Jacques-Elie Favrot, assistant parlementaire du député LFI Raphaël Arnault, a été mis en examen pour "complicité par instigation" de cet homicide, a annoncé le magistrat.
Deux hommes ont été mis en examen pour "homicide volontaire" dans l'enquête sur la mort du militant nationaliste Quentin Deranque, a annoncé jeudi à l'AFP le procureur de Lyon Thierry Dran.
«Le parquet requiert le placement en détention provisoire pour les sept suspects, dont deux qui refusent toujours de s’expliquer», selon le procureur.
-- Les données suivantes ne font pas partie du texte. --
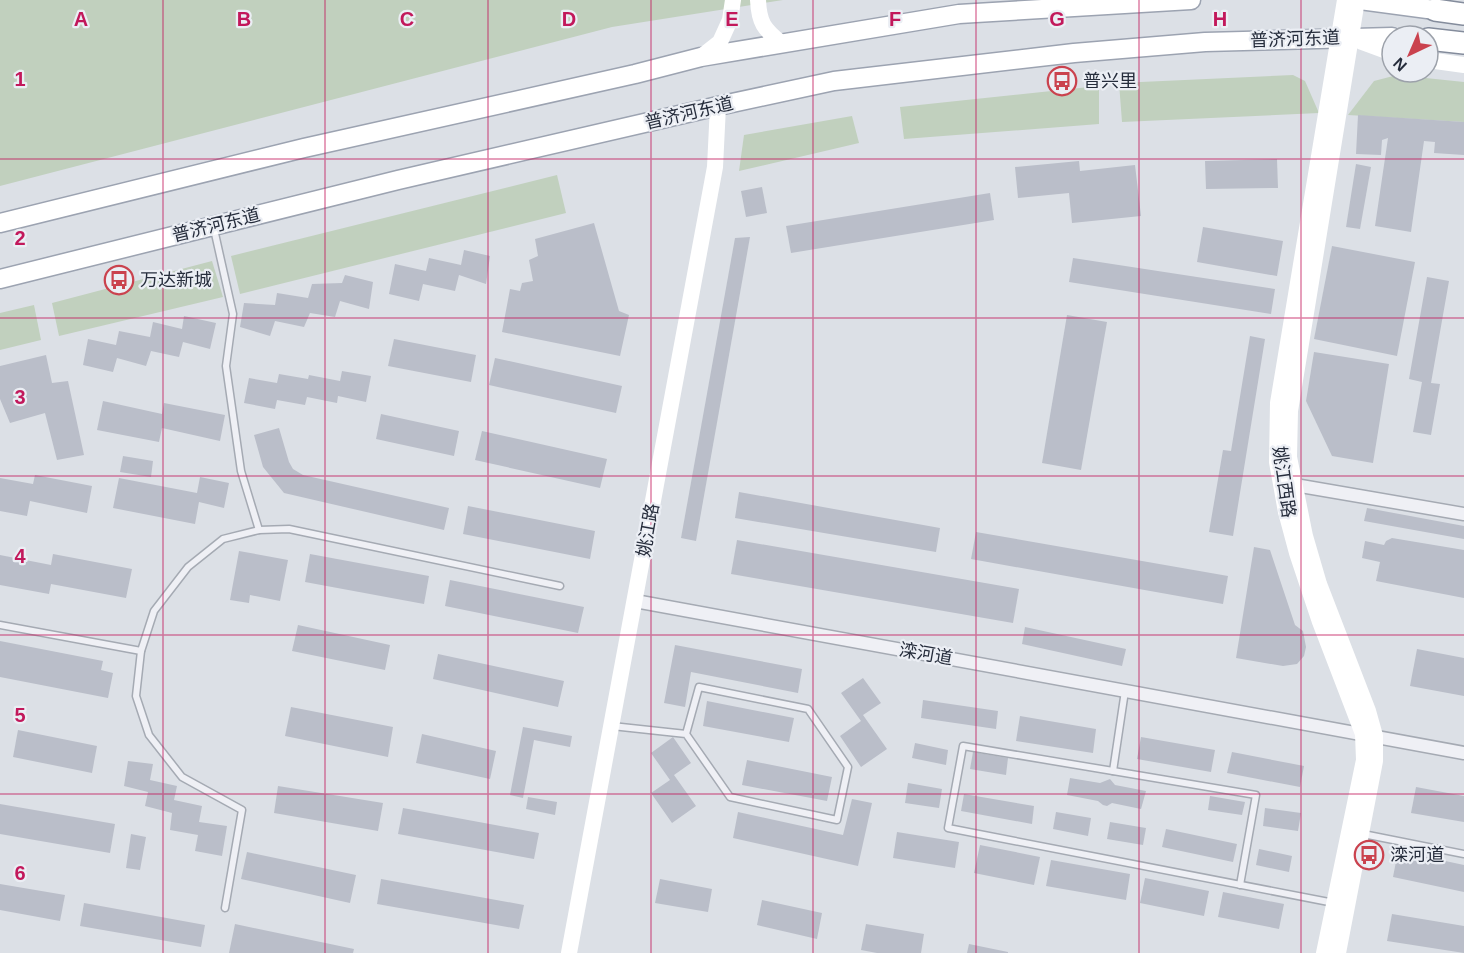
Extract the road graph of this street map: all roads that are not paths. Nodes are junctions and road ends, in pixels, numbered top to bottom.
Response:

«Le parquet a demandé la mise en examen de sept des onze gardés à vue pour "homicide volontaire". Les quatre autres suspects ont été remis en liberté», précise le procureur Thierry Dran.
«Une information judiciaire ouverte pour homicide volontaire pour les sept personnes gardées à vue, en vue de leur mise en examen», selon Thierry Dran.
«Lors des interrogatoires des personnes placées en garde à vue, certains ont admis avoir porté des coups à Quentin Deranque, en revanche ils ont tous contesté une intention de tuer», annonce le procureur.
«Il reste plusieurs personnes à identifier» détaille le procureur de la République de Lyon, Thierry Dran.
Une conférence de Rima Hassan a été annulée à l’École normale supérieure, faisant suite à la mort de Quentin à Lyon, a appris CNEWS de l'ENS ce jeudi.
L'événement, initialement prévu sur le plateau de Saclay à l’initiative du syndicat des personnels FSU, représentatif de l’ENS Paris-Saclay, a été annulé à la suite des événements récents survenus à Lyon. Le syndicat a informé la présidence de l’établissement de cette décision.
L’ensemble de l’École agit dans le dialogue pour assurer la sérénité des débats et la sécurité des étudiants et du personnel. Cette initiative ne s’inscrivait pas dans le cadre académique de l’École, qui devait uniquement mettre à disposition des locaux pour l’événement. La communication de cet évènement ne relève pas de l'ENS Paris-saclay mais de celle du syndicat des personnels à l'origine de l'organisation. A notre connaissance, elle n'avait pas encore été lancée.
L'ancien président historique de l'OL et candidat à la mairie de Lyon Jean-Michel Aulas a exhorté le maire de Lyon a afficher le portait de Quentin sur l'Hôtel de Ville.
🔴 TRIBUNE EXCLUSIVE@JM_Aulas, candidat aux municipales : "J’appelle le maire de Lyon à afficher le portrait de Quentin sur l'hôtel de ville"
➡️ https://t.co/TQnkICmqEBpic.twitter.com/044o326lfw— actu Lyon (@actufr_lyon) February 19, 2026
Emmanuel Macron a affirmé jeudi qu'il n'y avait en République "pas de place pour les mouvements qui adoptent et légitiment la violence", appelant les "extrêmes" à "faire le ménage" dans leurs rangs après la mort du militant nationaliste Quentin Deranque.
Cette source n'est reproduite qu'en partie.